------ PROVIDED DATA ------

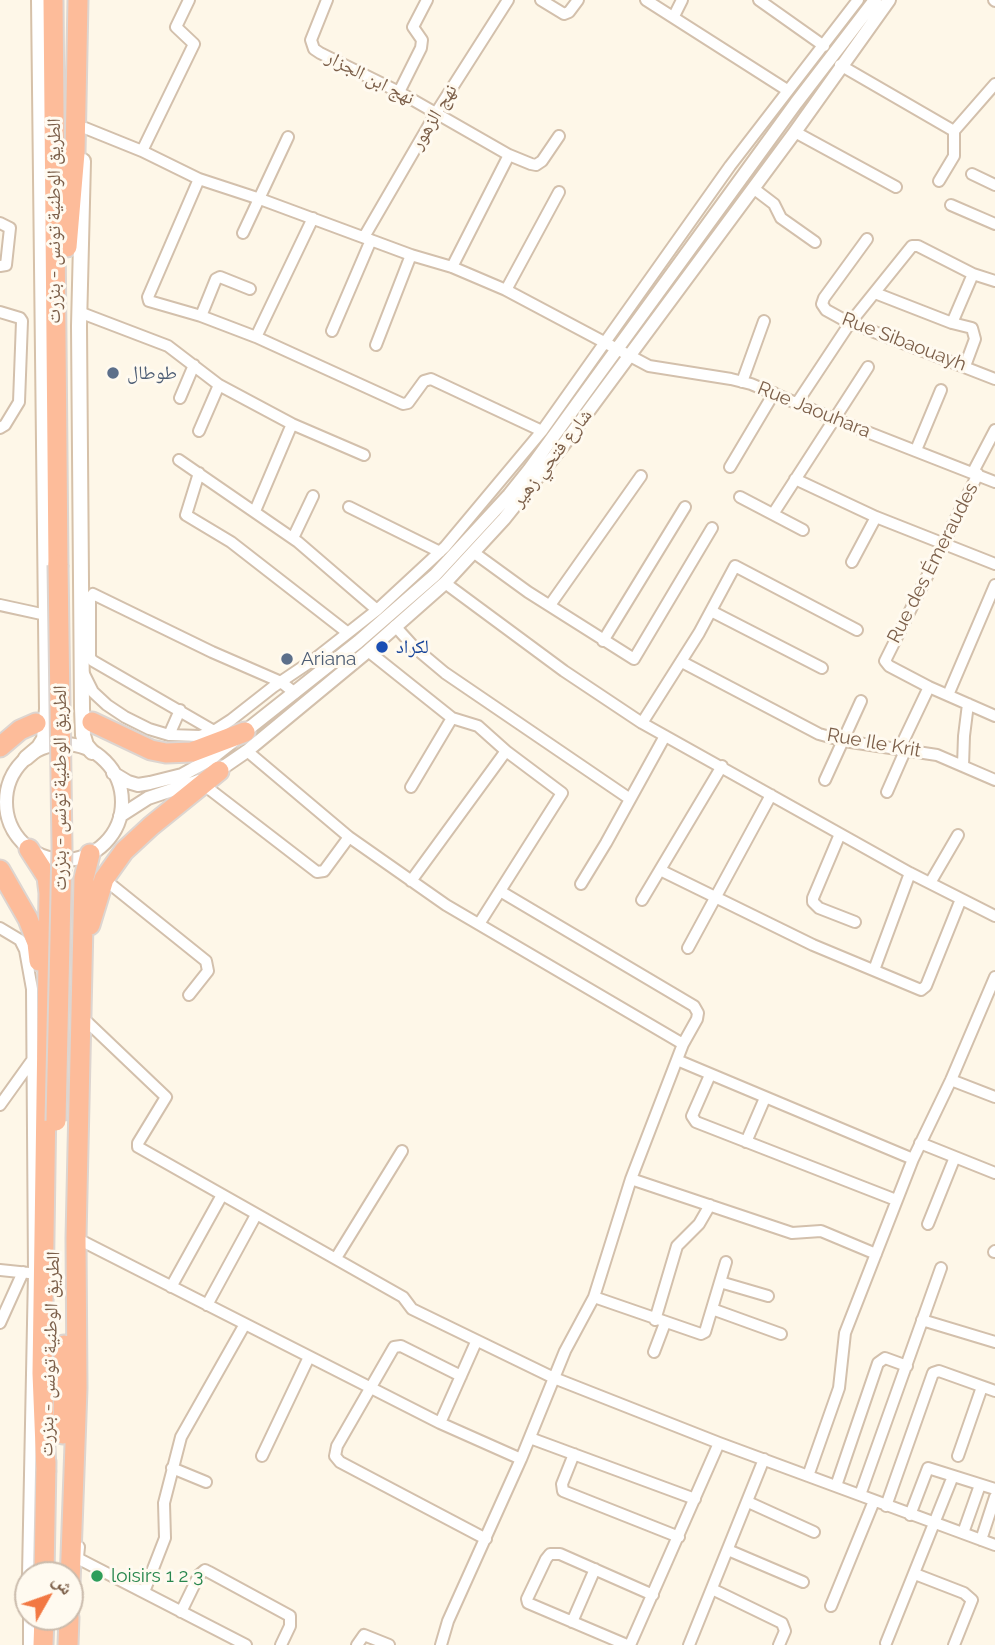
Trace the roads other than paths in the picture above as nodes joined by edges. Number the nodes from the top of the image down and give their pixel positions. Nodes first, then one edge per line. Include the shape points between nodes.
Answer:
1 (39, 0) edge
2 (53, 0) edge
3 (65, 0) edge
4 (80, 0) edge
5 (190, 0) edge
6 (327, 0) edge
7 (426, 0) edge
8 (508, 0) edge
9 (541, 0) edge
10 (578, 0) edge
11 (646, 0) edge
12 (682, 0) edge
13 (759, 0) edge
14 (858, 0) edge
15 (875, 0) edge
16 (889, 0) edge
17 (674, 16) junction
18 (824, 46) junction
19 (840, 65) junction
20 (995, 84) edge
21 (788, 90) junction
22 (399, 92) junction
23 (436, 113) junction
24 (85, 128) junction
25 (954, 131) junction
26 (795, 132) junction
27 (559, 136) dead end
28 (288, 137) dead end
29 (142, 151) junction
30 (509, 155) junction
31 (972, 174) dead end
32 (199, 179) junction
33 (939, 181) dead end
34 (995, 185) edge
35 (896, 187) dead end
36 (753, 188) junction
37 (559, 192) dead end
38 (260, 199) junction
39 (951, 205) dead end
40 (313, 218) junction
41 (0, 223) edge
42 (995, 224) edge
43 (243, 233) dead end
44 (368, 238) junction
45 (867, 239) dead end
46 (815, 242) dead end
47 (67, 247) junction
48 (411, 255) junction
49 (0, 266) edge
50 (452, 267) junction
51 (973, 274) junction
52 (995, 281) edge
53 (250, 289) dead end
54 (506, 290) junction
55 (875, 293) junction
56 (54, 300) junction
57 (0, 312) edge
58 (79, 312) junction
59 (201, 316) junction
60 (764, 321) dead end
61 (850, 323) junction
62 (952, 323) junction
63 (332, 331) dead end
64 (256, 337) junction
65 (376, 345) dead end
66 (616, 350) junction
67 (194, 365) junction
68 (965, 366) junction
69 (868, 367) dead end
70 (20, 378) junction
71 (43, 379) junction
72 (995, 379) edge
73 (742, 382) junction
74 (219, 385) junction
75 (942, 390) dead end
76 (774, 393) junction
77 (180, 398) dead end
78 (797, 403) junction
79 (834, 419) junction
80 (292, 424) junction
81 (0, 428) edge
82 (995, 430) edge
83 (199, 431) dead end
84 (542, 431) junction
85 (916, 450) junction
86 (364, 455) dead end
87 (180, 460) dead end
88 (730, 467) dead end
89 (200, 473) junction
90 (975, 473) junction
91 (641, 476) dead end
92 (795, 479) junction
93 (995, 482) edge
94 (313, 496) dead end
95 (740, 497) dead end
96 (349, 507) dead end
97 (685, 507) dead end
98 (255, 511) junction
99 (773, 514) junction
100 (876, 517) junction
101 (712, 528) dead end
102 (803, 530) dead end
103 (293, 538) junction
104 (944, 545) junction
105 (440, 552) junction
106 (474, 552) junction
107 (852, 562) dead end
108 (995, 564) edge
109 (64, 565) junction
110 (445, 583) junction
111 (995, 585) edge
112 (0, 605) edge
113 (550, 605) junction
114 (377, 610) junction
115 (711, 611) junction
116 (46, 615) junction
117 (395, 626) junction
118 (858, 630) dead end
119 (348, 633) junction
120 (603, 641) junction
121 (368, 651) junction
122 (682, 662) junction
123 (822, 668) dead end
124 (83, 671) junction
125 (281, 681) junction
126 (929, 687) junction
127 (295, 693) junction
128 (948, 695) junction
129 (860, 701) dead end
130 (968, 704) junction
131 (180, 710) junction
132 (992, 715) edge
133 (452, 718) junction
134 (92, 722) dead end
135 (36, 723) dead end
136 (642, 723) junction
137 (214, 731) junction
138 (169, 735) junction
139 (665, 736) junction
140 (844, 741) junction
141 (246, 742) junction
142 (0, 747) edge
143 (506, 751) junction
144 (902, 751) junction
145 (92, 752) junction
146 (21, 763) junction
147 (722, 766) junction
148 (963, 766) junction
149 (219, 771) junction
150 (113, 773) junction
151 (825, 780) dead end
152 (995, 780) edge
153 (204, 785) junction
154 (0, 787) edge
155 (411, 787) dead end
156 (887, 792) dead end
157 (771, 795) junction
158 (630, 799) junction
159 (120, 816) junction
160 (6, 825) edge
161 (840, 834) junction
162 (958, 835) dead end
163 (349, 837) junction
164 (30, 849) junction
165 (90, 854) junction
166 (0, 870) edge
167 (660, 870) junction
168 (910, 873) junction
169 (104, 878) junction
170 (411, 881) junction
171 (930, 883) junction
172 (581, 884) dead end
173 (499, 891) junction
174 (714, 897) junction
175 (961, 899) junction
176 (642, 900) dead end
177 (995, 916) edge
178 (855, 922) dead end
179 (479, 924) junction
180 (0, 928) edge
181 (688, 948) dead end
182 (874, 970) junction
183 (995, 979) edge
184 (189, 995) dead end
185 (83, 996) junction
186 (47, 1008) junction
187 (82, 1017) junction
188 (683, 1044) junction
189 (33, 1058) junction
190 (677, 1060) junction
191 (710, 1075) junction
192 (951, 1080) junction
193 (995, 1097) edge
194 (765, 1098) junction
195 (0, 1105) edge
196 (63, 1121) junction
197 (746, 1142) junction
198 (920, 1143) junction
199 (402, 1151) dead end
200 (954, 1157) junction
201 (913, 1159) junction
202 (995, 1173) edge
203 (631, 1179) junction
204 (222, 1195) junction
205 (896, 1200) junction
206 (710, 1205) junction
207 (256, 1215) junction
208 (928, 1224) dead end
209 (76, 1238) junction
210 (876, 1254) junction
211 (336, 1258) junction
212 (726, 1262) dead end
213 (941, 1268) dead end
214 (0, 1270) edge
215 (28, 1273) junction
216 (720, 1282) junction
217 (171, 1287) junction
218 (768, 1296) dead end
219 (594, 1297) junction
220 (207, 1305) junction
221 (712, 1309) junction
222 (922, 1320) junction
223 (660, 1321) junction
224 (0, 1323) edge
225 (245, 1324) junction
226 (781, 1334) dead end
227 (476, 1342) junction
228 (995, 1342) edge
229 (654, 1352) dead end
230 (309, 1357) junction
231 (907, 1366) junction
232 (461, 1376) junction
233 (554, 1378) junction
234 (370, 1387) junction
235 (982, 1387) junction
236 (995, 1391) edge
237 (440, 1423) junction
238 (530, 1438) junction
239 (719, 1443) junction
240 (574, 1454) junction
241 (262, 1456) dead end
242 (958, 1456) dead end
243 (521, 1459) junction
244 (764, 1460) junction
245 (172, 1468) junction
246 (46, 1472) junction
247 (808, 1476) junction
248 (953, 1476) junction
249 (74, 1482) junction
250 (206, 1482) dead end
251 (980, 1485) junction
252 (836, 1486) junction
253 (995, 1489) edge
254 (860, 1495) junction
255 (995, 1497) edge
256 (695, 1499) junction
257 (874, 1501) junction
258 (748, 1502) junction
259 (886, 1506) junction
260 (910, 1515) junction
261 (935, 1524) junction
262 (814, 1532) dead end
263 (963, 1534) junction
264 (679, 1537) junction
265 (486, 1539) junction
266 (981, 1540) junction
267 (995, 1545) edge
268 (728, 1550) junction
269 (28, 1561) edge
270 (44, 1561) edge
271 (60, 1561) edge
272 (71, 1561) edge
273 (595, 1569) junction
274 (915, 1574) junction
275 (803, 1582) dead end
276 (712, 1589) junction
277 (144, 1592) junction
278 (653, 1595) junction
279 (831, 1606) dead end
280 (181, 1612) junction
281 (572, 1622) junction
282 (886, 1643) dead end
283 (246, 1645) edge
284 (281, 1645) edge
285 (357, 1645) edge
286 (389, 1645) edge
287 (441, 1645) edge
288 (629, 1645) edge
289 (689, 1645) edge
290 (779, 1645) edge
291 (954, 1645) edge

1 - 56 highway
1 - 71 main road
2 - 56 highway, الطريق الوطنية تونس - بنزرت
3 - 47 highway, الطريق الوطنية تونس - بنزرت
4 - 24 main road
4 - 47 highway
5 - 29 street via 176,27 194,44
6 - 22 street, نهج ابن الجزار via 311,40 314,49
7 - 22 street via 413,27 422,40 421,48
8 - 23 street, نهج الزهور
9 - 10 street via 564,14
11 - 17 street
12 - 17 street
13 - 18 street
14 - 18 street
15 - 66 street, شارع فتحي زهير
16 - 19 street, شارع فتحي زهير
17 - 21 street
18 - 21 street
19 - 25 street
19 - 26 street, شارع فتحي زهير
20 - 25 street
21 - 66 street via 730,166
22 - 23 street, نهج ابن الجزار
23 - 30 street, نهج ابن الجزار
23 - 44 street, نهج الزهور
24 - 29 street, Rue Jaouhara
24 - 58 main road
25 - 33 street via 954,156
26 - 35 street
26 - 36 street, شارع فتحي زهير
27 - 30 street, نهج ابن الجزار via 536,165
28 - 38 street
29 - 32 street, Rue Jaouhara
30 - 50 street
31 - 34 street
32 - 38 street, Rue Jaouhara
32 - 59 street via 148,297
36 - 46 street via 774,204 781,218
36 - 66 street, شارع فتحي زهير
37 - 54 street
38 - 40 street, Rue Jaouhara
38 - 43 street
39 - 42 street
40 - 44 street, Rue Jaouhara
40 - 64 street
41 - 49 street via 10,228 6,265
44 - 48 street, Rue Jaouhara
44 - 63 street, نهج الزهور
45 - 61 street, Rue Sibaouayh via 822,304
47 - 109 highway, الطريق الوطنية تونس - بنزرت
48 - 50 street, Rue Jaouhara
48 - 65 street
50 - 54 street, Rue Jaouhara
51 - 52 street
51 - 55 street via 912,246
51 - 62 street
53 - 59 street via 216,279
54 - 66 street, Rue Jaouhara
55 - 61 street
55 - 62 street
56 - 109 highway, الطريق الوطنية تونس - بنزرت
57 - 70 street via 21,319
58 - 67 street via 167,346
58 - 124 main road
59 - 64 street
60 - 73 street
61 - 68 street, Rue Sibaouayh
61 - 78 street
62 - 68 street via 972,328 975,334
64 - 84 street via 403,404 431,379
66 - 73 street, Rue Jaouhara via 658,368
66 - 84 street
66 - 106 street, شارع فتحي زهير via 526,493
66 - 127 street, شارع فتحي زهير via 522,478 465,545 386,619
67 - 74 street
67 - 77 street
68 - 72 street, Rue Sibaouayh
69 - 79 street
70 - 71 street
70 - 81 street via 19,402
71 - 116 main road
73 - 76 street, Rue Jaouhara
74 - 80 street
74 - 83 street
75 - 85 street
76 - 78 street, Rue Jaouhara
76 - 88 street
78 - 79 street, Rue Jaouhara
79 - 85 street, Rue Jaouhara
79 - 92 street
80 - 86 street
80 - 98 street
82 - 90 street, Rue des Émeraudes
84 - 105 street
85 - 90 street, Rue Jaouhara
87 - 89 street
89 - 98 street
89 - 119 street via 186,515 231,542
90 - 93 street, Rue Jaouhara
90 - 104 street, Rue des Émeraudes
91 - 113 street
92 - 99 street
92 - 100 street
94 - 103 street
95 - 99 street
96 - 105 street
97 - 120 street
98 - 103 street
99 - 102 street
100 - 104 street
100 - 107 street
101 - 120 street via 634,659
103 - 114 street
104 - 108 street
104 - 126 street, Rue des Émeraudes via 885,658 890,666
105 - 114 street
106 - 110 street, شارع فتحي زهير
106 - 113 street
109 - 196 highway, الطريق الوطنية تونس - بنزرت, bridge
110 - 117 street, شارع فتحي زهير
110 - 136 street
111 - 128 street
112 - 116 street
113 - 120 street
114 - 119 street
115 - 118 street via 732,568 738,566
115 - 122 street
115 - 123 street
116 - 146 main road via 44,739
117 - 121 street, شارع فتحي زهير
117 - 158 street via 445,673
119 - 125 street
121 - 133 street
121 - 141 street, شارع فتحي زهير
122 - 136 street
122 - 140 street, Rue Ile Krit via 808,729
124 - 138 street via 93,692 107,705
124 - 145 main road via 83,735
125 - 127 street
125 - 131 street via 93,594 90,658
125 - 137 street
126 - 128 street, Rue des Émeraudes
126 - 144 street
127 - 141 street, شارع فتحي زهير
128 - 130 street, Rue des Émeraudes
129 - 140 street
130 - 132 street, Rue des Émeraudes
130 - 148 street
131 - 137 street
131 - 138 street
133 - 143 street via 478,726
133 - 155 street
134 - 141 highway via 166,753
135 - 142 highway
136 - 139 street
137 - 138 street via 200,736
139 - 147 street
139 - 158 street
140 - 144 street, Rue Ile Krit
140 - 151 street
141 - 149 street, شارع فتحي زهير
141 - 150 street, شارع فتحي زهير via 166,780 138,785
141 - 163 street
143 - 170 street
143 - 173 street via 562,793
144 - 148 street, Rue Ile Krit via 937,755
144 - 156 street
145 - 146 street via 58,744
145 - 150 street
146 - 154 street
146 - 160 street via 9,782
147 - 157 street
147 - 167 street
148 - 152 street, Rue Ile Krit
149 - 153 highway
149 - 159 street, شارع فتحي زهير via 148,798
150 - 159 street via 119,786
153 - 163 street via 317,872 324,871
153 - 169 highway via 137,838
157 - 161 street
157 - 174 street
158 - 172 street
159 - 165 street via 109,838
160 - 164 street
161 - 168 street
161 - 178 street via 813,902
162 - 171 street
163 - 170 street
164 - 165 street via 57,860
164 - 186 highway via 47,877 49,893
165 - 185 highway via 84,878
166 - 186 highway via 37,943
167 - 174 street
167 - 176 street
168 - 171 street
168 - 182 street
169 - 184 street via 206,961 208,971
169 - 185 highway via 89,930
170 - 179 street
171 - 175 street
173 - 179 street
173 - 188 street via 694,1006 697,1019
174 - 181 street
174 - 182 street
175 - 177 street
175 - 182 street via 924,989
179 - 188 street
180 - 189 street via 20,940 25,950 32,989
183 - 192 street
185 - 187 highway
186 - 246 highway via 42,1373
187 - 204 street via 166,1097 138,1147
187 - 209 highway
188 - 190 street
189 - 195 street
189 - 215 street
190 - 191 street
190 - 203 street
191 - 194 street
191 - 197 street via 693,1119
192 - 193 street
192 - 198 street
194 - 197 street
194 - 201 street
196 - 246 highway, الطريق الوطنية تونس - بنزرت
196 - 271 highway, الطريق الوطنية تونس - بنزرت
197 - 205 street
198 - 200 street
198 - 201 street
199 - 211 street
200 - 202 street
200 - 208 street
201 - 205 street
203 - 206 street
203 - 219 street
204 - 207 street
204 - 217 street
205 - 210 street
206 - 210 street via 792,1233 821,1231
206 - 223 street via 677,1246
207 - 211 street
207 - 220 street
209 - 217 street
209 - 249 highway
210 - 247 street via 845,1333 839,1388
211 - 227 street via 404,1298 412,1309
212 - 216 street
213 - 222 street
214 - 215 street
215 - 224 street
215 - 269 street
216 - 218 street
216 - 221 street
217 - 220 street
219 - 223 street
219 - 233 street
220 - 225 street
221 - 223 street via 701,1334
221 - 226 street
222 - 228 street
222 - 231 street
223 - 229 street
225 - 230 street
225 - 245 street via 183,1432
227 - 232 street
227 - 233 street
230 - 234 street
230 - 241 street
231 - 252 street via 880,1359
231 - 254 street
232 - 234 street via 397,1345
232 - 237 street
233 - 238 street
233 - 239 street
234 - 237 street
234 - 265 street via 337,1446 337,1459
235 - 236 street
235 - 242 street
235 - 259 street via 939,1371 933,1373
237 - 243 street
238 - 240 street
238 - 243 street
239 - 244 street
239 - 256 street
240 - 256 street
240 - 264 street via 562,1484 564,1491
243 - 265 street
244 - 247 street
244 - 258 street
245 - 250 street
245 - 277 street via 164,1503 165,1538
246 - 270 highway, الطريق الوطنية تونس - بنزرت
247 - 252 street
248 - 251 street
248 - 260 street via 926,1469
248 - 261 street
249 - 272 highway
249 - 277 street via 83,1491 78,1558
251 - 253 street
251 - 263 street
252 - 254 street
254 - 257 street
255 - 266 street
256 - 264 street
257 - 259 street
257 - 279 street
258 - 262 street
258 - 268 street
259 - 260 street
260 - 261 street
261 - 263 street
261 - 274 street
263 - 266 street
264 - 278 street
265 - 287 street
266 - 267 street
268 - 275 street
268 - 276 street
273 - 278 street
273 - 281 street
273 - 281 street via 550,1554 527,1599
274 - 282 street
274 - 291 street via 972,1600
276 - 289 street
276 - 290 street via 782,1623 785,1630
277 - 280 street
278 - 288 street
280 - 283 street
280 - 284 street via 205,1570 290,1616
281 - 288 street
285 - 286 street via 364,1635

------

### YOUR TASK:
Using only the data above, copy out the lines that include the word "تونس".

### SOLUTION FOR THIS TASK:
2 - 56 highway, الطريق الوطنية تونس - بنزرت
3 - 47 highway, الطريق الوطنية تونس - بنزرت
47 - 109 highway, الطريق الوطنية تونس - بنزرت
56 - 109 highway, الطريق الوطنية تونس - بنزرت
109 - 196 highway, الطريق الوطنية تونس - بنزرت, bridge
196 - 246 highway, الطريق الوطنية تونس - بنزرت
196 - 271 highway, الطريق الوطنية تونس - بنزرت
246 - 270 highway, الطريق الوطنية تونس - بنزرت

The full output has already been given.